LIM raising cash for Asia commodity fund

HONG KONG | Wed Apr 9, 2008 7:54am EDT

HONG KONG (Reuters) - Hedge fund manager LIM Advisors is looking to raise almost $200 million this year for its existing small Asia commodities fund, betting the recent pullback in the asset class has not diminished long-term investor appetite.

The $1.5 billion Hong Kong-based hedge fund manager feels ready to ramp up the fund size from its current $26 million after building up a three-year track record, said Chairman and Chief Investment Officer George Long.

"Longer term, what the U.S. is doing now, bailing out the mortgage sector, deficit spending, is potentially highly inflationary. So we could have a situation where we have U.S. stagnation, but pretty rampant inflation globally," he said in an interview as part of the Reuters Hedge Funds and Private Equity Summit in Hong Kong.

"It's sort of a dollar hedge frankly. That's actually one reason why oil and gold have been strong."

After a multi-year bull run, commodities were caught up by this year's market turbulence, with Reuters-Jefferies CRB index .CRB down more than 5 percent from the record high set last month.

Long, who set up LIM Advisors in 1995, said that despite the pullback, the long-term case for commodities remains positive given shortages and the stimulative effect of falling U.S. interest rates on many Asian economies.

Launched in January 2005, the LIM Asia Commodities Fund lost 11.67 percent in its first year, before rising 17.3 percent in 2006 and 37.11 percent in 2007. It fell 2 percent in the first two months of this year.

The fund's management team includes David Kaplan and Sam Zhang, former employees of closely-held commodities trading giant Glencore.

Long said a competitive edge for the fund is the research LIM does in China and elsewhere in Asia for investments in its other major hedge funds, including its flagship LIM Asia Arbitrage Fund, which managed $893 million at the end of February.

The commodities fund has largely focused on energy and metal plays, split between shares of commodity-related companies and commodity futures and options. Agriculture plays, such as palm oil, have been fairly small.

"Equities peaked about a year and a half ago at something like 80 percent and now the balance is starting to shift more towards commodities, because we see less value in the equity markets," Long said.

Separately, Long and LIM executive director Dean Van Drasek said the firm would look to take on more cash later this year for its recently launched Asia special situations fund, which invests in less-liquid credit-oriented instruments and transactions.

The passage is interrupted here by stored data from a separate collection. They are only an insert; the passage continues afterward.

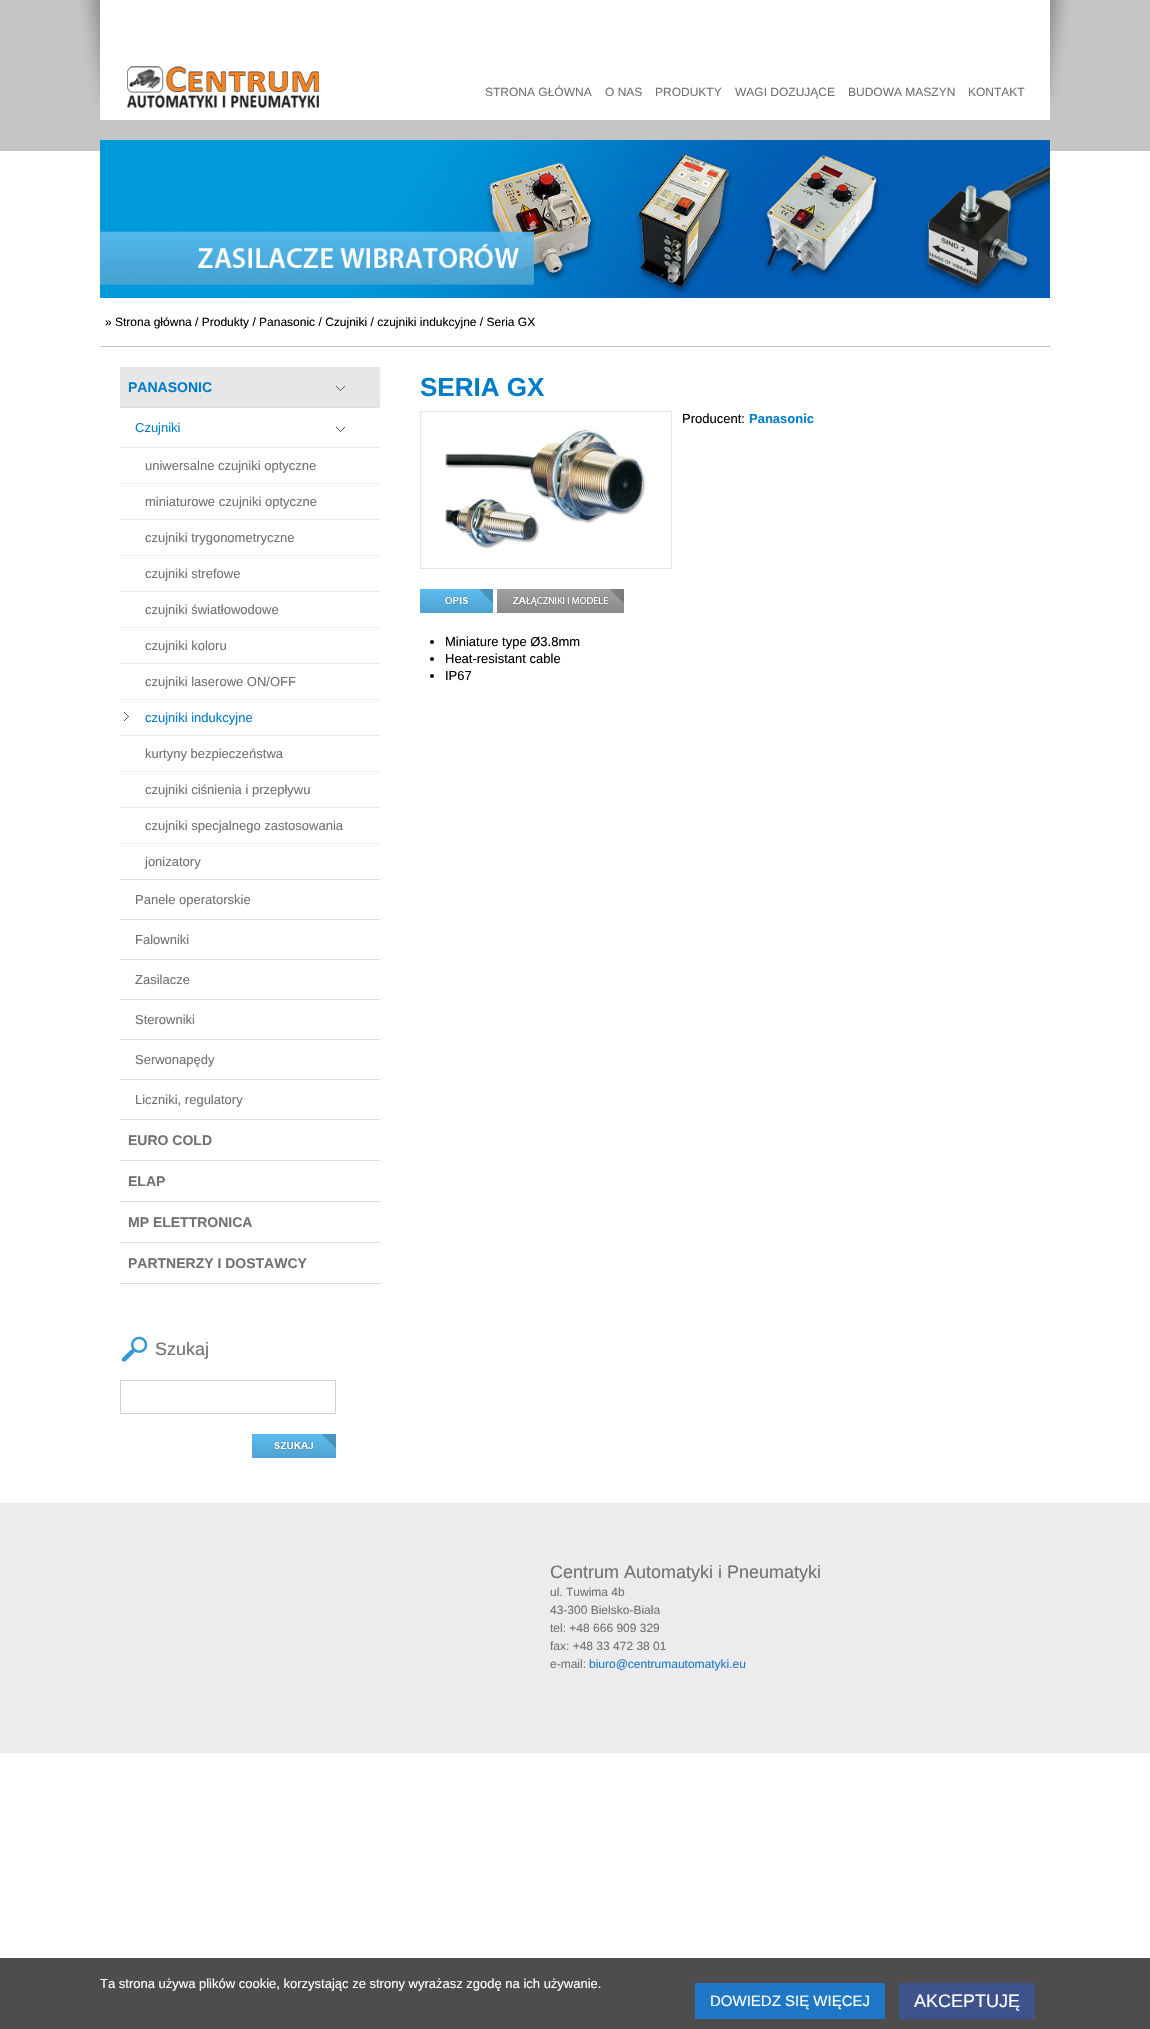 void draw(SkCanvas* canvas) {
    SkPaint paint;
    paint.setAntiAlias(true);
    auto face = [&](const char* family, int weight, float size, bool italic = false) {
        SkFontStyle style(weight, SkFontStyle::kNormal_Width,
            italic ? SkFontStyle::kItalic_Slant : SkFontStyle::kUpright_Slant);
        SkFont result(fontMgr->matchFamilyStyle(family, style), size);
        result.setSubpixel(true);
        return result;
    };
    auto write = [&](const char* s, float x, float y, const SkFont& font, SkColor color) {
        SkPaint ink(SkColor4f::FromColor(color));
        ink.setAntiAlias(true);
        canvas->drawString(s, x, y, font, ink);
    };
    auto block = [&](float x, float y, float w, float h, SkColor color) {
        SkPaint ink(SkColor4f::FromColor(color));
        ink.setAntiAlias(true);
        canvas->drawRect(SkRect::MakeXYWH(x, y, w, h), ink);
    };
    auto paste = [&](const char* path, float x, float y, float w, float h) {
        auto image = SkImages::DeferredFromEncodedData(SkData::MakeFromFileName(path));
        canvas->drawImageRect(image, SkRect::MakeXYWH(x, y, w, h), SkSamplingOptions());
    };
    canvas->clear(SK_ColorWHITE);
    block(0, 0, 1150, 151, SkColorSetRGB(197, 197, 197));
    block(100, 0, 950, 120, SK_ColorWHITE);
    paste("pic1.png", 80, 0, 20, 104);
    paste("pic2.png", 127, 66, 192, 42);
    auto kFont1 = face("Liberation Sans", 400, 12);
    write("STRONA GŁÓWNA", 485, 96, kFont1, SkColorSetRGB(114, 113, 111));
    write("O NAS", 605, 96, kFont1, SkColorSetRGB(114, 113, 111));
    write("PRODUKTY", 655, 96, kFont1, SkColorSetRGB(114, 113, 111));
    write("WAGI DOZUJĄCE", 735, 96, kFont1, SkColorSetRGB(114, 113, 111));
    write("BUDOWA MASZYN", 848, 96, kFont1, SkColorSetRGB(114, 113, 111));
    write("KONTAKT", 968, 96, kFont1, SkColorSetRGB(114, 113, 111));
    paste("pic3.png", 1050, 0, 20, 104);
    paste("pic4.png", 100, 140, 950, 158);
    paste("pic5.png", 113, 140, 25, 158);
    paste("pic6.png", 138, 140, 146, 158);
    paste("pic7.png", 284, 140, 754, 6);
    paste("pic8.png", 195, 146, 855, 152);
    block(100, 346, 950, 1, SkColorSetRGB(194, 194, 194));
    write("» Strona główna / Produkty / Panasonic / Czujniki / czujniki indukcyjne / Seria GX", 105, 326, kFont1, SK_ColorBLACK);
    block(120, 407, 260, 1, SkColorSetRGB(221, 221, 221));
    block(120, 367, 260, 40, SkColorSetRGB(231, 231, 231));
    paste("pic9.png", 336, 386, 9, 5);
    auto kFont2 = face("Liberation Sans", 700, 14);
    write("PANASONIC", 128, 392, kFont2, SkColorSetRGB(0, 125, 201));
    block(120, 1119, 260, 1, SkColorSetRGB(221, 221, 221));
    paste("pic10.png", 336, 427, 9, 5);
    auto kFont3 = face("Liberation Sans", 400, 13);
    write("Czujniki", 135, 432, kFont3, SkColorSetRGB(0, 125, 201));
    paint.setStyle(SkPaint::kStroke_Style);
    paint.setStrokeWidth(1);
    paint.setColor(SkColorSetRGB(221, 221, 221));
    paint.setPathEffect(SkDashPathEffect::Make({{1, 1}}, 0));
    canvas->drawPath(SkPathBuilder().moveTo(120, 447.5f).lineTo(380, 447.5f).detach(), paint);
    paint.setPathEffect(nullptr);
    write("uniwersalne czujniki optyczne", 145, 470, kFont3, SkColorSetRGB(114, 113, 111));
    paint.setPathEffect(SkDashPathEffect::Make({{1, 1}}, 0));
    canvas->drawPath(SkPathBuilder().moveTo(120, 483.5f).lineTo(380, 483.5f).detach(), paint);
    paint.setPathEffect(nullptr);
    write("miniaturowe czujniki optyczne", 145, 506, kFont3, SkColorSetRGB(114, 113, 111));
    paint.setPathEffect(SkDashPathEffect::Make({{1, 1}}, 0));
    canvas->drawPath(SkPathBuilder().moveTo(120, 519.5f).lineTo(380, 519.5f).detach(), paint);
    paint.setPathEffect(nullptr);
    write("czujniki trygonometryczne", 145, 542, kFont3, SkColorSetRGB(114, 113, 111));
    paint.setPathEffect(SkDashPathEffect::Make({{1, 1}}, 0));
    canvas->drawPath(SkPathBuilder().moveTo(120, 555.5f).lineTo(380, 555.5f).detach(), paint);
    paint.setPathEffect(nullptr);
    write("czujniki strefowe", 145, 578, kFont3, SkColorSetRGB(114, 113, 111));
    paint.setPathEffect(SkDashPathEffect::Make({{1, 1}}, 0));
    canvas->drawPath(SkPathBuilder().moveTo(120, 591.5f).lineTo(380, 591.5f).detach(), paint);
    paint.setPathEffect(nullptr);
    write("czujniki światłowodowe", 145, 614, kFont3, SkColorSetRGB(114, 113, 111));
    paint.setPathEffect(SkDashPathEffect::Make({{1, 1}}, 0));
    canvas->drawPath(SkPathBuilder().moveTo(120, 627.5f).lineTo(380, 627.5f).detach(), paint);
    paint.setPathEffect(nullptr);
    write("czujniki koloru", 145, 650, kFont3, SkColorSetRGB(114, 113, 111));
    paint.setPathEffect(SkDashPathEffect::Make({{1, 1}}, 0));
    canvas->drawPath(SkPathBuilder().moveTo(120, 663.5f).lineTo(380, 663.5f).detach(), paint);
    paint.setPathEffect(nullptr);
    write("czujniki laserowe ON/OFF", 145, 686, kFont3, SkColorSetRGB(114, 113, 111));
    paint.setPathEffect(SkDashPathEffect::Make({{1, 1}}, 0));
    canvas->drawPath(SkPathBuilder().moveTo(120, 699.5f).lineTo(380, 699.5f).detach(), paint);
    paint.setPathEffect(nullptr);
    paste("pic11.png", 124, 712, 5, 9);
    write("czujniki indukcyjne", 145, 722, kFont3, SkColorSetRGB(0, 125, 201));
    paint.setPathEffect(SkDashPathEffect::Make({{1, 1}}, 0));
    canvas->drawPath(SkPathBuilder().moveTo(120, 735.5f).lineTo(380, 735.5f).detach(), paint);
    paint.setPathEffect(nullptr);
    write("kurtyny bezpieczeństwa", 145, 758, kFont3, SkColorSetRGB(114, 113, 111));
    paint.setPathEffect(SkDashPathEffect::Make({{1, 1}}, 0));
    canvas->drawPath(SkPathBuilder().moveTo(120, 771.5f).lineTo(380, 771.5f).detach(), paint);
    paint.setPathEffect(nullptr);
    write("czujniki ciśnienia i przepływu", 145, 794, kFont3, SkColorSetRGB(114, 113, 111));
    paint.setPathEffect(SkDashPathEffect::Make({{1, 1}}, 0));
    canvas->drawPath(SkPathBuilder().moveTo(120, 807.5f).lineTo(380, 807.5f).detach(), paint);
    paint.setPathEffect(nullptr);
    write("czujniki specjalnego zastosowania", 145, 830, kFont3, SkColorSetRGB(114, 113, 111));
    paint.setPathEffect(SkDashPathEffect::Make({{1, 1}}, 0));
    canvas->drawPath(SkPathBuilder().moveTo(120, 843.5f).lineTo(380, 843.5f).detach(), paint);
    paint.setPathEffect(nullptr);
    write("jonizatory", 145, 866, kFont3, SkColorSetRGB(114, 113, 111));
    block(120, 879, 260, 1, SkColorSetRGB(221, 221, 221));
    write("Panele operatorskie", 135, 904, kFont3, SkColorSetRGB(114, 113, 111));
    block(120, 919, 260, 1, SkColorSetRGB(221, 221, 221));
    write("Falowniki", 135, 944, kFont3, SkColorSetRGB(114, 113, 111));
    block(120, 959, 260, 1, SkColorSetRGB(221, 221, 221));
    write("Zasilacze", 135, 984, kFont3, SkColorSetRGB(114, 113, 111));
    block(120, 999, 260, 1, SkColorSetRGB(221, 221, 221));
    write("Sterowniki", 135, 1024, kFont3, SkColorSetRGB(114, 113, 111));
    block(120, 1039, 260, 1, SkColorSetRGB(221, 221, 221));
    write("Serwonapędy", 135, 1064, kFont3, SkColorSetRGB(114, 113, 111));
    block(120, 1079, 260, 1, SkColorSetRGB(221, 221, 221));
    write("Liczniki, regulatory", 135, 1104, kFont3, SkColorSetRGB(114, 113, 111));
    block(120, 1160, 260, 1, SkColorSetRGB(221, 221, 221));
    write("EURO COLD", 128, 1145, kFont2, SkColorSetRGB(114, 113, 111));
    block(120, 1201, 260, 1, SkColorSetRGB(221, 221, 221));
    write("ELAP", 128, 1186, kFont2, SkColorSetRGB(114, 113, 111));
    block(120, 1242, 260, 1, SkColorSetRGB(221, 221, 221));
    write("MP ELETTRONICA", 128, 1227, kFont2, SkColorSetRGB(114, 113, 111));
    block(120, 1283, 260, 1, SkColorSetRGB(221, 221, 221));
    write("PARTNERZY I DOSTAWCY", 128, 1268, kFont2, SkColorSetRGB(114, 113, 111));
    paste("pic12.png", 121, 1336, 27, 26);
    auto kFont4 = face("Liberation Sans", 400, 18);
    write("Szukaj", 155, 1355, kFont4, SkColorSetRGB(114, 113, 111));
    paint.setColor(SkColorSetRGB(210, 210, 210));
    canvas->drawRect(SkRect::MakeXYWH(120.5f, 1380.5f, 215, 33), paint);
    paste("pic13.png", 252, 1434, 84, 24);
    auto kFont5 = face("Liberation Sans", 700, 26);
    write("SERIA GX", 420, 396, kFont5, SkColorSetRGB(0, 125, 201));
    paint.setColor(SkColorSetRGB(229, 229, 229));
    canvas->drawRect(SkRect::MakeXYWH(420.5f, 411.5f, 251, 157), paint);
    paste("pic14.png", 445, 429, 201, 120);
    write("Producent:", 682, 423, kFont3, SK_ColorBLACK);
    auto kFont6 = face("Liberation Sans", 700, 13);
    write("Panasonic", 749, 423, kFont6, SkColorSetRGB(0, 125, 201));
    paste("pic15.png", 420, 589, 73, 24);
    paste("pic16.png", 497, 589, 127, 24);
    paint.setStyle(SkPaint::kFill_Style);
    paint.setColor(SK_ColorBLACK);
    canvas->drawCircle(432, 642, 2, paint);
    write("Miniature type Ø3.8mm", 445, 646, kFont3, SK_ColorBLACK);
    canvas->drawCircle(432, 659, 2, paint);
    write("Heat-resistant cable", 445, 663, kFont3, SK_ColorBLACK);
    canvas->drawCircle(432, 676, 2, paint);
    write("IP67", 445, 680, kFont3, SK_ColorBLACK);
    block(0, 1503, 1150, 250, SkColorSetRGB(236, 236, 236));
    write("Centrum Automatyki i Pneumatyki", 550, 1578, kFont4, SkColorSetRGB(114, 113, 111));
    write("ul. Tuwima 4b", 550, 1596, kFont1, SkColorSetRGB(114, 113, 111));
    write("43-300 Bielsko-Biała", 550, 1614, kFont1, SkColorSetRGB(114, 113, 111));
    write("tel: +48 666 909 329", 550, 1632, kFont1, SkColorSetRGB(114, 113, 111));
    write("fax: +48 33 472 38 01", 550, 1650, kFont1, SkColorSetRGB(114, 113, 111));
    write("e-mail:", 550, 1668, kFont1, SkColorSetRGB(114, 113, 111));
    write("biuro@centrumautomatyki.eu", 589, 1668, kFont1, SkColorSetRGB(30, 120, 197));
    block(0, 1958, 1150, 71, SkColorSetRGB(77, 77, 77));
    write("Ta strona używa plików cookie, korzystając ze strony wyrażasz zgodę na ich używanie.", 100, 1988, kFont3, SK_ColorWHITE);
    block(695, 1983, 190, 36, SkColorSetRGB(30, 120, 197));
    auto kFont7 = face("Liberation Sans", 400, 15);
    write("DOWIEDZ SIĘ WIĘCEJ", 710, 2006, kFont7, SK_ColorWHITE);
    block(899, 1983, 136, 36, SkColorSetRGB(62, 82, 139));
    write("AKCEPTUJĘ", 914, 2007, kFont4, SK_ColorWHITE);
}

The fund has about $230 million in paid-in and committed capital. LIM had hoped to launch the fund with $500 million before the market volatility of the first quarter hit. Van Drasek said much of the fund is still in cash.

"We have taken a slower approach than we initially expected to in terms of investing that, simply because of the turmoil in the markets and the fact we expect to see some more exciting opportunities available in the secondary markets," he said.

"You're just waiting for somebody to get a margin call, or somebody to get redemptions, and then they become a forced seller and that drives the price down. So why pick it up now if you think that there are these players with weak hands?"

Van Drasek said the credit crunch was ultimately positive for the fund, as it both increased potential investment opportunities and reduced competition from players like the proprietary trading desks of investment banks.

"A lot of deals that would have been done on the public side are now coming to us because they can't get done on the public side. And the terms that we could get are better," he said.